While many people in this country accepts and indeed favours the government's approach to tackling coronavirus through a lockdown, Peter Hitchens is a lonely dissenting voice, arguing that the UK approach is disproportionate to the threat it presents.
While the state's advice is to stay at home and socially distance from others, Hitchens says he's concerned about the economic consequence of this will be worse than the damage caused by the virus itself.
(Peter Hitchens is a columnist for The Daily Mail)
I don't see how the lockdown is disproportionate to the problem?
We've lost 20,000 lives in four weeks - what might the toll have been without lockdown?
On the other hand, after 4 weeks of lockdown the UK had another 800 deaths and it seems to be an average daily rate.
More and more people are beginning to ignore the advice to stay at home now and perhaps the warm weather and the ensuing summer will be a game-changer: people just aren't going to stay indoors.
I do think that we should gradually ease people back into work where social distancing is possible and maybe the first thing for Boris to do at his desk tomorrow morning is to ditch HS2.
What is the point of continuing with it - surely saving lives and protecting front line health workers is more important than making a journey from London to Nottingham twelve minutes faster.
Bo-Jo is raring to go apparently and will have some decision making to do in the face of opposition to the lockdown continuing. He has been very Conservative in not giving the police absolute power of enforcement and in my opinion there are just too many caveats and grey areas.
No wonder then as people can see they have a choice, many choose to go about their daily lives, some wearing PPE and some not.
I'm in UK and not really seeing what you are, it's very quiet and the vast majority are observing the lock down. Really it does only need to be most it would never be all, some people can't or won't I guess.

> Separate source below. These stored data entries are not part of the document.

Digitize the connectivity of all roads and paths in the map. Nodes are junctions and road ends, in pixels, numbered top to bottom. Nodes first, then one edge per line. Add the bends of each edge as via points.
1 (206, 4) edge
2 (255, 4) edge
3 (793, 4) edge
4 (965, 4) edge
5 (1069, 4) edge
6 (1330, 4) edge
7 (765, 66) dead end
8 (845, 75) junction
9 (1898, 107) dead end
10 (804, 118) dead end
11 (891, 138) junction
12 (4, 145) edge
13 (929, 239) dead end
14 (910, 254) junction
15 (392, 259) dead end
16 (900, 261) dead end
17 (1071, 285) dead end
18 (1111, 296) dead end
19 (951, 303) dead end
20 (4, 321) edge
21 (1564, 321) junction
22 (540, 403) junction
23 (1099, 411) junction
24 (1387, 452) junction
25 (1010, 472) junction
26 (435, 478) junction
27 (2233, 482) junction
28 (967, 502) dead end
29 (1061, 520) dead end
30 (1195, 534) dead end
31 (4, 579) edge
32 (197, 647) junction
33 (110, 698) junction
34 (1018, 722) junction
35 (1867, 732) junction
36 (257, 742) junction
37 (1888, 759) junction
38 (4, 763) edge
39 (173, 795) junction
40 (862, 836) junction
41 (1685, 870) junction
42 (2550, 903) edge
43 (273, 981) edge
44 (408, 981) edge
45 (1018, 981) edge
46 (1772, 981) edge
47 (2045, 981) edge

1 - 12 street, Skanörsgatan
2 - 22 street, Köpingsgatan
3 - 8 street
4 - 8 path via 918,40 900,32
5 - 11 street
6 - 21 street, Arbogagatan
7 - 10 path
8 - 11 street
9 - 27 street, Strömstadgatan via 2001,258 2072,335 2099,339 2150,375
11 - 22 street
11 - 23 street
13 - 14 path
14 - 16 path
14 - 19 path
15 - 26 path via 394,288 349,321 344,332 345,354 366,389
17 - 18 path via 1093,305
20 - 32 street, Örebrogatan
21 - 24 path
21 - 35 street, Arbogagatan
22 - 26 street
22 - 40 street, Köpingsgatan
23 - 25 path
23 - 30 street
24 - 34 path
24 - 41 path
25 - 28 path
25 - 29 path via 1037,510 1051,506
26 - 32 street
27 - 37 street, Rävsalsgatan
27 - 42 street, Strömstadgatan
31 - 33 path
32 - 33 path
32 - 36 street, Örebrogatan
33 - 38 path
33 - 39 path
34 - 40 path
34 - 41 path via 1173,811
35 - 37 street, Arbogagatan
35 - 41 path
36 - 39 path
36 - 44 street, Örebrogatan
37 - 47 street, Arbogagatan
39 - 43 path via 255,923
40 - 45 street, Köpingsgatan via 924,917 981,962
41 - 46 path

It does feel strange, actually the shops are very empty once you get in them. I prefer it in that sense, plus orderly queuing. They do say we British enjoy an orderly queue... I don't expect things will resume as they were for a year or so at least. There will be rules and guidelines about social distancing. We will have to get used to it, and I don't find it worse or better really. Just different.
Worst for me is being so lucky with my health, I am scared to think of going to hospital. I hope I won't, I have been lucky so far. People are being very brave all round, I think.